» Records contained in a dataset:
┌──

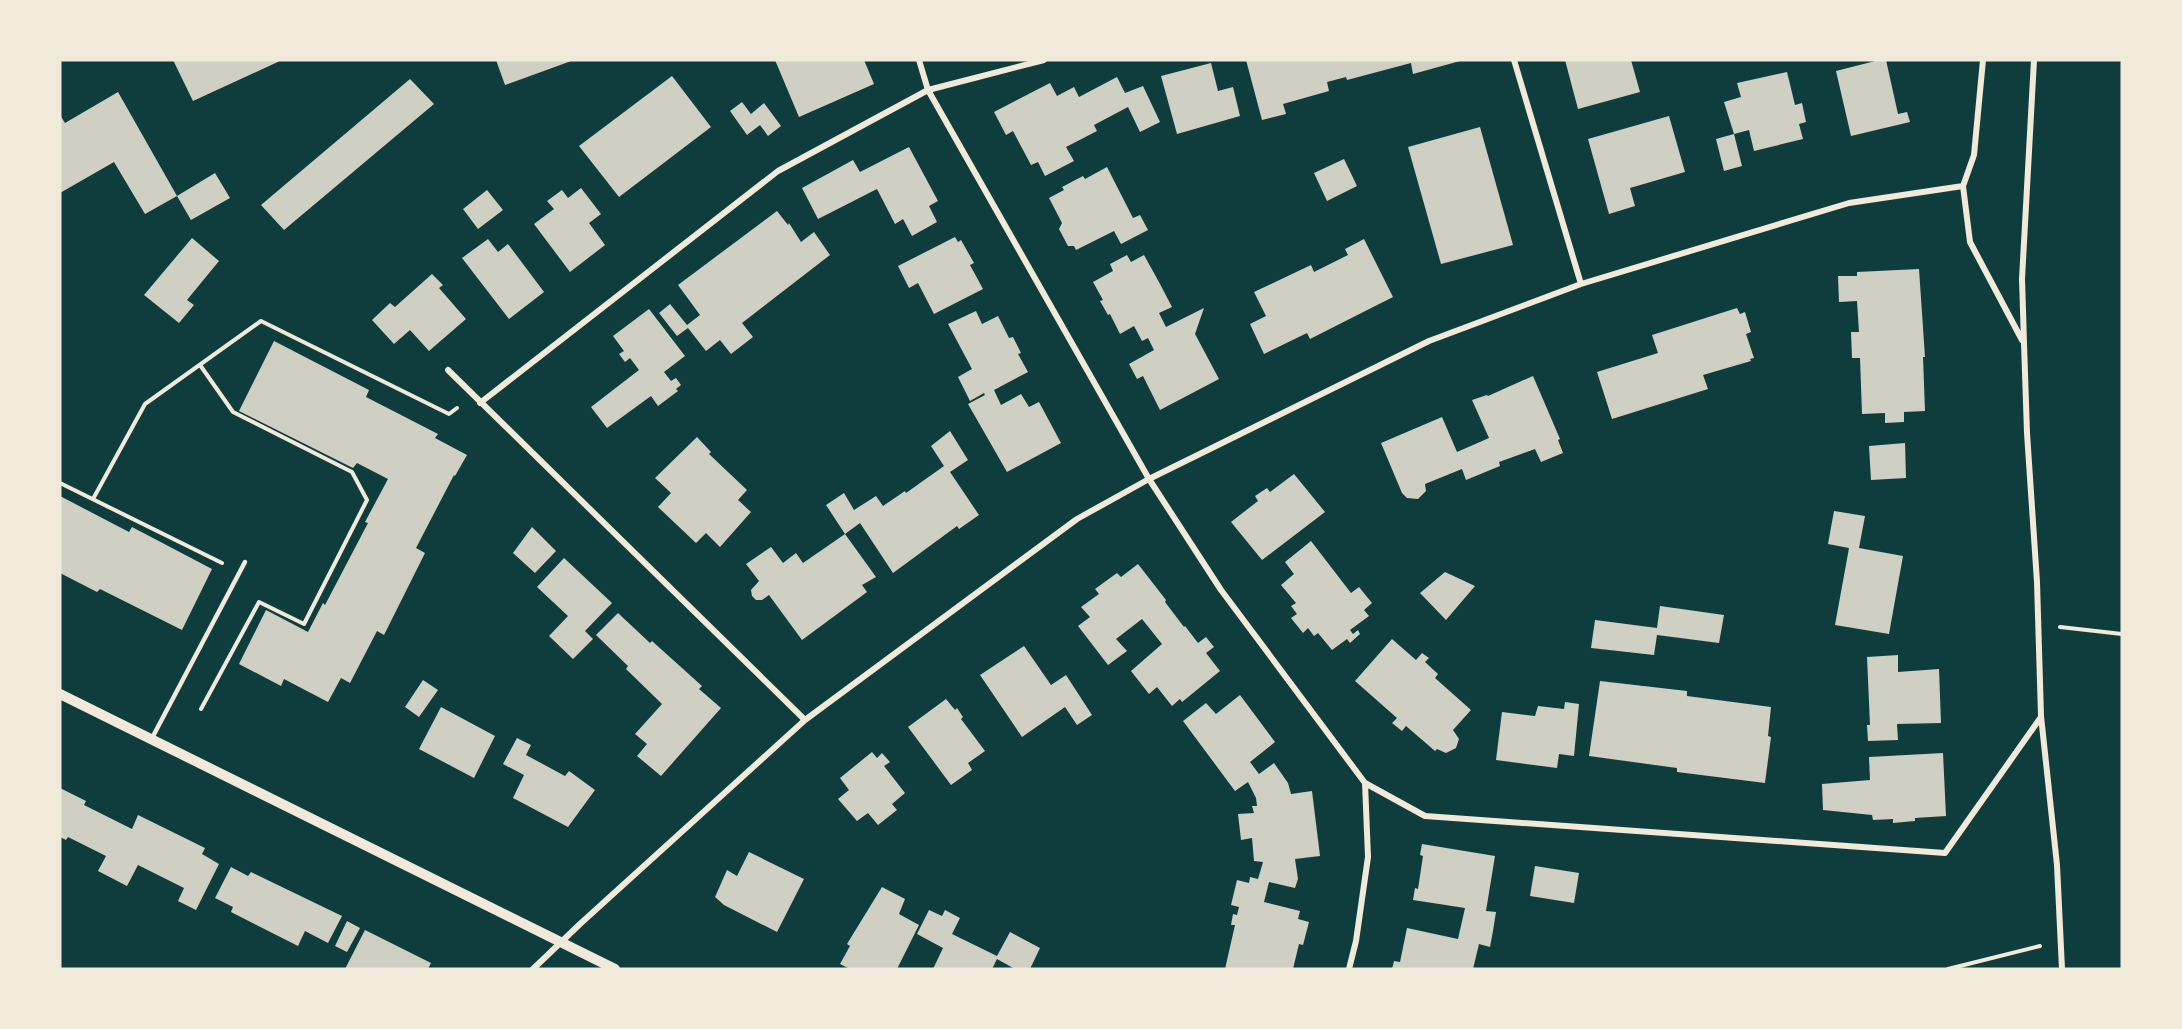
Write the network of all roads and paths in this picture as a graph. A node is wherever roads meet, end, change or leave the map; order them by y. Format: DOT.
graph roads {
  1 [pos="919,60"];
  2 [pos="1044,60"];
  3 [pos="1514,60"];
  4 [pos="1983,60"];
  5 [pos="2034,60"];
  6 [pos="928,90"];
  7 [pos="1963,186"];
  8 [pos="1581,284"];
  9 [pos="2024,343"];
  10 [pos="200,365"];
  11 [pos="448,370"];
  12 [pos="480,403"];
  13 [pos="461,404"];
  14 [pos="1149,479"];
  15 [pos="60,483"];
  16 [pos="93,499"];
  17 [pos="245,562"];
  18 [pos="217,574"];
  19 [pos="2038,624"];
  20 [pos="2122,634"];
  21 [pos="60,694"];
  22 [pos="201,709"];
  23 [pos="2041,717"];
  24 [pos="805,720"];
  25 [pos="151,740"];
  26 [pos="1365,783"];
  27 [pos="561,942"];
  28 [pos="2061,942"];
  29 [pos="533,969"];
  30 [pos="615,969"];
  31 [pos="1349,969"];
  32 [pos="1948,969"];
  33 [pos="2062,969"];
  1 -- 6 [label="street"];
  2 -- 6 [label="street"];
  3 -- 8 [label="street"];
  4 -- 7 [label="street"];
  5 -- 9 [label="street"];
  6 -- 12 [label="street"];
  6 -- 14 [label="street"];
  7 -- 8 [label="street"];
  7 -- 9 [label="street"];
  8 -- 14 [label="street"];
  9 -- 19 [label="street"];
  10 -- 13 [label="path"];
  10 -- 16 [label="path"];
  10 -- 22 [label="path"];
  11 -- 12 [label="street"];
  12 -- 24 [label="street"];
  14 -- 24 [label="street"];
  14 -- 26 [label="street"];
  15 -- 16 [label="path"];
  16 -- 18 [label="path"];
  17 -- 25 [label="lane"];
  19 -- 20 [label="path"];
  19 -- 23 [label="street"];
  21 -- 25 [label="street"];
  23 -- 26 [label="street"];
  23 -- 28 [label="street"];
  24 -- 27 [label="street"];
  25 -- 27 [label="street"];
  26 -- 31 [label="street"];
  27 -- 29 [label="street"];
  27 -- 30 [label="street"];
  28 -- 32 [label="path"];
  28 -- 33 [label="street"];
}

└──

Return every record exactly, without the pictures.

Write the network of all roads and paths in this picture as a graph. A node is wherever roads meet, end, change or leave the map; order them by y. Format: DOT.
graph roads {
  1 [pos="919,60"];
  2 [pos="1044,60"];
  3 [pos="1514,60"];
  4 [pos="1983,60"];
  5 [pos="2034,60"];
  6 [pos="928,90"];
  7 [pos="1963,186"];
  8 [pos="1581,284"];
  9 [pos="2024,343"];
  10 [pos="200,365"];
  11 [pos="448,370"];
  12 [pos="480,403"];
  13 [pos="461,404"];
  14 [pos="1149,479"];
  15 [pos="60,483"];
  16 [pos="93,499"];
  17 [pos="245,562"];
  18 [pos="217,574"];
  19 [pos="2038,624"];
  20 [pos="2122,634"];
  21 [pos="60,694"];
  22 [pos="201,709"];
  23 [pos="2041,717"];
  24 [pos="805,720"];
  25 [pos="151,740"];
  26 [pos="1365,783"];
  27 [pos="561,942"];
  28 [pos="2061,942"];
  29 [pos="533,969"];
  30 [pos="615,969"];
  31 [pos="1349,969"];
  32 [pos="1948,969"];
  33 [pos="2062,969"];
  1 -- 6 [label="street"];
  2 -- 6 [label="street"];
  3 -- 8 [label="street"];
  4 -- 7 [label="street"];
  5 -- 9 [label="street"];
  6 -- 12 [label="street"];
  6 -- 14 [label="street"];
  7 -- 8 [label="street"];
  7 -- 9 [label="street"];
  8 -- 14 [label="street"];
  9 -- 19 [label="street"];
  10 -- 13 [label="path"];
  10 -- 16 [label="path"];
  10 -- 22 [label="path"];
  11 -- 12 [label="street"];
  12 -- 24 [label="street"];
  14 -- 24 [label="street"];
  14 -- 26 [label="street"];
  15 -- 16 [label="path"];
  16 -- 18 [label="path"];
  17 -- 25 [label="lane"];
  19 -- 20 [label="path"];
  19 -- 23 [label="street"];
  21 -- 25 [label="street"];
  23 -- 26 [label="street"];
  23 -- 28 [label="street"];
  24 -- 27 [label="street"];
  25 -- 27 [label="street"];
  26 -- 31 [label="street"];
  27 -- 29 [label="street"];
  27 -- 30 [label="street"];
  28 -- 32 [label="path"];
  28 -- 33 [label="street"];
}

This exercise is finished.